[Saved data entries]
+===+
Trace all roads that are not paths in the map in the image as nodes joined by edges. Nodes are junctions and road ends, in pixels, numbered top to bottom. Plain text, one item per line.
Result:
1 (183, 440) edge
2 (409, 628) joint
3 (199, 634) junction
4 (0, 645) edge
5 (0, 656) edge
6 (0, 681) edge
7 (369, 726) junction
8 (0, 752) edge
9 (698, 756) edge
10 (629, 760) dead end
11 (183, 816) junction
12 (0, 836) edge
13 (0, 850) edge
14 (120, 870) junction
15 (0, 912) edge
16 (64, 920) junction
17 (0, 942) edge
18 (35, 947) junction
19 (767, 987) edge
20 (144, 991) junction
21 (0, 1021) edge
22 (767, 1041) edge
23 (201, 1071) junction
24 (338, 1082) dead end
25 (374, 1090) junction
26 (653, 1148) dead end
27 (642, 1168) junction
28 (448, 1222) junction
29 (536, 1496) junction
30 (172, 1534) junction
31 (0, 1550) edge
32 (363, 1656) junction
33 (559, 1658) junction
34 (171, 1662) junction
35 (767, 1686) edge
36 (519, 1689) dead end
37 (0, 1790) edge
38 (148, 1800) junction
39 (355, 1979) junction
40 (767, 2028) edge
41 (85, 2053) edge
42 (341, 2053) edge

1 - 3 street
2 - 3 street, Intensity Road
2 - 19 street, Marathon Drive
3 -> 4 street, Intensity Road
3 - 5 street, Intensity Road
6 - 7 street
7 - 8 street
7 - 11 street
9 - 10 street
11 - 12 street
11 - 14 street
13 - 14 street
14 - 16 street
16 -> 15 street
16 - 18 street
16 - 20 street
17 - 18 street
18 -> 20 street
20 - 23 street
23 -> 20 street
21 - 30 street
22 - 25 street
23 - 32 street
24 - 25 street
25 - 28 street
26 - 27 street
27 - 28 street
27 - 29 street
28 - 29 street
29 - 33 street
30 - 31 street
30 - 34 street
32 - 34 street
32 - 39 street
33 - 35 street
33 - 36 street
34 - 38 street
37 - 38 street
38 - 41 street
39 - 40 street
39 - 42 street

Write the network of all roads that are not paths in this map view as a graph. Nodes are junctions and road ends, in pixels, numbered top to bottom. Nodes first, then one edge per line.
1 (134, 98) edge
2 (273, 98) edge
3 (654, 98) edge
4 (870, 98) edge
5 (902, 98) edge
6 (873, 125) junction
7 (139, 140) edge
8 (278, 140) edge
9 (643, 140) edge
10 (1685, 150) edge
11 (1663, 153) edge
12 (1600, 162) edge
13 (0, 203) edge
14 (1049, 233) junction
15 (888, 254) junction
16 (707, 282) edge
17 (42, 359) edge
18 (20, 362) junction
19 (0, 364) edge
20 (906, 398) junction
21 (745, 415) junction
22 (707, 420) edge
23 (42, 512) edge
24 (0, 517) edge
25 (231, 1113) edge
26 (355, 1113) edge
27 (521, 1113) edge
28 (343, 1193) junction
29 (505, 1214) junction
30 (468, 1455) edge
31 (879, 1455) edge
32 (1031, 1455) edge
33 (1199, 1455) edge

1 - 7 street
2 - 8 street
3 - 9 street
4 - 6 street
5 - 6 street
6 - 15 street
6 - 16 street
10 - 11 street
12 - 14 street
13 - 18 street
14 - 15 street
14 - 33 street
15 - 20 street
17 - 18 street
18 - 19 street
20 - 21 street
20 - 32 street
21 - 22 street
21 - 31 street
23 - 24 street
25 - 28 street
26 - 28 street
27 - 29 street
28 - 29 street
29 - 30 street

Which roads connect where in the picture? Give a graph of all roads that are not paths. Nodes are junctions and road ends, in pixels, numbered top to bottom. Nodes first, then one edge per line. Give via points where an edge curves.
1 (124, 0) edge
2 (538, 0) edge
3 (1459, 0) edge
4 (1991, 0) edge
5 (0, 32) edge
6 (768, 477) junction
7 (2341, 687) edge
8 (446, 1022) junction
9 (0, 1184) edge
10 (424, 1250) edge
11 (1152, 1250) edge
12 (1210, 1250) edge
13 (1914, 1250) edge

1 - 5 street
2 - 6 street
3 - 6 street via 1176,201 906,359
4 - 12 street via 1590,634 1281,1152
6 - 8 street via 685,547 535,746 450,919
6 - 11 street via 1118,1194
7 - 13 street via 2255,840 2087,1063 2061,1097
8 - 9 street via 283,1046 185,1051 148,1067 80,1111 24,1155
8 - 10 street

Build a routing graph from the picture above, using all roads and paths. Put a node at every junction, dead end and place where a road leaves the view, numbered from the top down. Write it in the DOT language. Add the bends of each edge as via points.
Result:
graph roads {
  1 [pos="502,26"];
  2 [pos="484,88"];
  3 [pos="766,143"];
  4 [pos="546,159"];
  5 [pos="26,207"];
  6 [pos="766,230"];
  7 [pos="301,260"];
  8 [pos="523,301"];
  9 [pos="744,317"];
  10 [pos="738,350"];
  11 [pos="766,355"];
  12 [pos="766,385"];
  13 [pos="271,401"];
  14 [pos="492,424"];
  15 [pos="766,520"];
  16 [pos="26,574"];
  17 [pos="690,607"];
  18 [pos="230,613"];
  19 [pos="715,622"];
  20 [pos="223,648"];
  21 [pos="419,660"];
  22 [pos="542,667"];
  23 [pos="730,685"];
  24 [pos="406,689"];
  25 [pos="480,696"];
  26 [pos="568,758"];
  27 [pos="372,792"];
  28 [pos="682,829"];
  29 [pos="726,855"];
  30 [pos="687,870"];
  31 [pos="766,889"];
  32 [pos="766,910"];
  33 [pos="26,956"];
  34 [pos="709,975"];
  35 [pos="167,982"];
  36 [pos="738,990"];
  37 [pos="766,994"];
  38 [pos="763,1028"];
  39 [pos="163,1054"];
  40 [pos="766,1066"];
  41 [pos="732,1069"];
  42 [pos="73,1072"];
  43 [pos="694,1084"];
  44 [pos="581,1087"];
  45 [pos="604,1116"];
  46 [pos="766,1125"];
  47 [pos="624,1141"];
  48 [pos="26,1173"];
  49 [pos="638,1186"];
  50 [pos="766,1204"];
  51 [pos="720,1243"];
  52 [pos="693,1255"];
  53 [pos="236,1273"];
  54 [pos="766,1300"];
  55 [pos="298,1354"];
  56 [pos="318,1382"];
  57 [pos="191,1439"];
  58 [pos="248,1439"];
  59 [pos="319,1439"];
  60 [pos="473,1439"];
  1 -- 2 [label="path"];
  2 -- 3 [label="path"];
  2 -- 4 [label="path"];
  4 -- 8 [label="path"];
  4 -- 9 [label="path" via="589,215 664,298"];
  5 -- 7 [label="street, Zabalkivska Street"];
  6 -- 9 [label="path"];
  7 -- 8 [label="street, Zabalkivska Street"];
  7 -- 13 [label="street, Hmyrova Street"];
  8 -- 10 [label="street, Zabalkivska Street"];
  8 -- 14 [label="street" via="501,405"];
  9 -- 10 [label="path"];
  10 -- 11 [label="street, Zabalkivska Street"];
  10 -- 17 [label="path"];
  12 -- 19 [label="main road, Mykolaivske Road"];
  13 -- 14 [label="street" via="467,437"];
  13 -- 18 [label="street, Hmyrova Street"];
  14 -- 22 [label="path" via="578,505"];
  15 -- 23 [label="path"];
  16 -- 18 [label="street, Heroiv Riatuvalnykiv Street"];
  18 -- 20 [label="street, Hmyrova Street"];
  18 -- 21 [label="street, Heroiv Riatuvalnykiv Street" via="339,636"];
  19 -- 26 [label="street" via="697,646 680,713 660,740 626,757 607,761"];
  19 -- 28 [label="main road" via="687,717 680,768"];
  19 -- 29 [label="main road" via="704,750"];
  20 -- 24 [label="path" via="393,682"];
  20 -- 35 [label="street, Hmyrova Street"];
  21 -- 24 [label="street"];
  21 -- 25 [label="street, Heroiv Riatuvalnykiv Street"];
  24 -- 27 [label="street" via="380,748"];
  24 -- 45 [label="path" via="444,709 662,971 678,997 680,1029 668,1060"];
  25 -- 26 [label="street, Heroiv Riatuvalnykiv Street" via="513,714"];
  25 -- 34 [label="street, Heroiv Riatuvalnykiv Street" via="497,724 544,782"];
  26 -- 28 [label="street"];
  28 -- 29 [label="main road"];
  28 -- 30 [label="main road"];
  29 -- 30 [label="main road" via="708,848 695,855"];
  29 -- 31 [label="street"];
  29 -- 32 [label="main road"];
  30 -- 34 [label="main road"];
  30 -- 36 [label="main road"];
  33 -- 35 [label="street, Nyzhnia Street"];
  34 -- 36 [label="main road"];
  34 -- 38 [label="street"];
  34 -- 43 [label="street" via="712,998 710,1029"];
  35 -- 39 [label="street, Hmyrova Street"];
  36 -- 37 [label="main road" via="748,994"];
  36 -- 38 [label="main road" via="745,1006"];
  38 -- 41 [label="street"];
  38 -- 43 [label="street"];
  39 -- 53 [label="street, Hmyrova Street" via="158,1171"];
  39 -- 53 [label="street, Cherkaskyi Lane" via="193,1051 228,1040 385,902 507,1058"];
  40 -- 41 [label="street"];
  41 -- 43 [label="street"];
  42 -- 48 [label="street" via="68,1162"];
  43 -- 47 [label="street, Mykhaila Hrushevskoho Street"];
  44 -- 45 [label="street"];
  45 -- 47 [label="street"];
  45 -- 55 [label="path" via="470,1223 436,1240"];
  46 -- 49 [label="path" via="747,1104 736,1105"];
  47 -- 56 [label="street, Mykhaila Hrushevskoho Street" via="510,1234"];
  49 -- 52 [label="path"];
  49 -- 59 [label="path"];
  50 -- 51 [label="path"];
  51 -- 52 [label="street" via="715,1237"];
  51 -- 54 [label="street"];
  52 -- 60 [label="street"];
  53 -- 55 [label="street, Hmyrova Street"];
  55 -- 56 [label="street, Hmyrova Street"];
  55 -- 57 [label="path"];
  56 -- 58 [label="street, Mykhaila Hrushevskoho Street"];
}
+===+
__Prompt__. Reply with the number of lines above in which the word "Intensity" appears, and with nothing else.

__Task answer__. 3